Claud O'Donnell
- Born: Claud Augustus O'Donnell 30 January 1886 Sydney, New South Wales
- Died: 4 August 1953 (aged 67) Glebe, New South Wales

Rugby union career
- Position: hooker

Amateur team(s)
- Years: Team / Apps / (Points)
- Glebe RUFC

Provincial / State sides
- Years: Team / Apps / (Points)
- 1912–13: New South Wales

International career
- Years: Team / Apps / (Points)
- 1913: Wallabies / 2 / (0)
- Rugby league career

Playing information
- Position: Hooker
Club
| Years | Team | Pld | T | G | FG | P |
| 1915–17 | Glebe Dirty Reds | 39 |  |  |  | 0 |
| 1918 | South Sydney | 13 |  |  |  | 3 |
| 1919–22 | Souths Magpies |  |  |  |  |  |
| 1923 | North Sydney Bears | 10 |  |  |  | 0 |
|  | Total | 62 | 0 | 0 | 0 | 3 |
Representative
| Years | Team | Pld | T | G | FG | P |
| 1919–22 | Queensland | 6 |  |  |  | 3 |
| 1919 | Australia | 4 |  |  |  | 0 |

= Claud O'Donnell =

Australian dual-code rugby player

Claud Augustus O'Donnell (30 January 1886 – 4 August 1953) was an Australian rugby union and rugby league player and represented his country at both sports as a dual-code rugby international.

==Rugby union career==
O'Donnell played rugby union with the Glebe club in inner city Sydney.
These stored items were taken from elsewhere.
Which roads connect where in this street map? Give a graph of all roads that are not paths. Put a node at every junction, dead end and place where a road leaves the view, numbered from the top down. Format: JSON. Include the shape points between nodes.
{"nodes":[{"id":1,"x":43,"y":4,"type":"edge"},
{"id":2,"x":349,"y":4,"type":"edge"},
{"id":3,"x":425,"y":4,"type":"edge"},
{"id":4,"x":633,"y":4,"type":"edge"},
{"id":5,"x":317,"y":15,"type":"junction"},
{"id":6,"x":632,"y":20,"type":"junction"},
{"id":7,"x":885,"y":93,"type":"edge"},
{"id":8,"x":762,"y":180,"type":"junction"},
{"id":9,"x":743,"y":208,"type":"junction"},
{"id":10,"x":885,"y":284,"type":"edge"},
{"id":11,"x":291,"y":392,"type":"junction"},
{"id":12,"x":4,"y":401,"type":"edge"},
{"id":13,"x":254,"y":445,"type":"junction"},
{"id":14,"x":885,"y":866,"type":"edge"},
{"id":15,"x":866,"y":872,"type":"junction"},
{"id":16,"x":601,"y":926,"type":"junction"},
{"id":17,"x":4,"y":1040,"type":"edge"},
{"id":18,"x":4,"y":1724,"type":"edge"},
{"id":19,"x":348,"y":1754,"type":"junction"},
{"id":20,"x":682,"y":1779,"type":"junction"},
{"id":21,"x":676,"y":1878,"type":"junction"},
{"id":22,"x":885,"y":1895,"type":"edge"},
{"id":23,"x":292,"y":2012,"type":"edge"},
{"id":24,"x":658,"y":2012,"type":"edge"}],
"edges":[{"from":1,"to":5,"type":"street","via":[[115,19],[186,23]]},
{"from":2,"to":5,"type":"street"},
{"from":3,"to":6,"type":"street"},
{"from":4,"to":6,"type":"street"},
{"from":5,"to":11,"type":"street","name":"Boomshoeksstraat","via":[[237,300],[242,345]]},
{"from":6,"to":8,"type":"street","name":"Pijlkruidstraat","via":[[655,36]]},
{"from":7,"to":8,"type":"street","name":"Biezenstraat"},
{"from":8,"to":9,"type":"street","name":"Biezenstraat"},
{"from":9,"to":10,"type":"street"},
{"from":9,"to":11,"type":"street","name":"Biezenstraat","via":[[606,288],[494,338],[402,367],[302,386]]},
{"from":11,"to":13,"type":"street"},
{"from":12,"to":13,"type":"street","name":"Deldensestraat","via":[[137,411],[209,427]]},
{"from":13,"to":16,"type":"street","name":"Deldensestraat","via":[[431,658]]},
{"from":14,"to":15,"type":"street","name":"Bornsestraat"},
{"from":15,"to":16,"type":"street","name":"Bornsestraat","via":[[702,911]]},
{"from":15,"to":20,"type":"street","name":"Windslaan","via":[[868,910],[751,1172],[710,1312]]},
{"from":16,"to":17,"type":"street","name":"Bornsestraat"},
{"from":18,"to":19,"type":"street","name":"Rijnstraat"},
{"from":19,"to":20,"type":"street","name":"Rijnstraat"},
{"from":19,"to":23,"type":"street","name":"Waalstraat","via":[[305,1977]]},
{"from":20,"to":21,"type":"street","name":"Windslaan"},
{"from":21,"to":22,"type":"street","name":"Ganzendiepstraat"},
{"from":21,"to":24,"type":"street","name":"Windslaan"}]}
He made his representative debut for New South Wales in 1912 and the following year made two Test appearances as hooker for the Wallabies against the All Blacks in the 1913 tour of New Zealand.

==Rugby league career==
Switching to rugby league O'Donnell joined the Glebe Dirty Reds in 1915 and had three seasons in the Sydney premiership. In 1918 he moved to Brisbane and joined the Carltons club, one of the early incarnations of the Souths Magpies. From there he made state appearances for Queensland against New South Wales over four years and in 1919 was selected in the Australian team as hooker. He played in all four Tests of the 1919 rugby league tour of New Zealand. He is listed as Australia's 97th representative on the Australian Rugby League's Kangaroo register.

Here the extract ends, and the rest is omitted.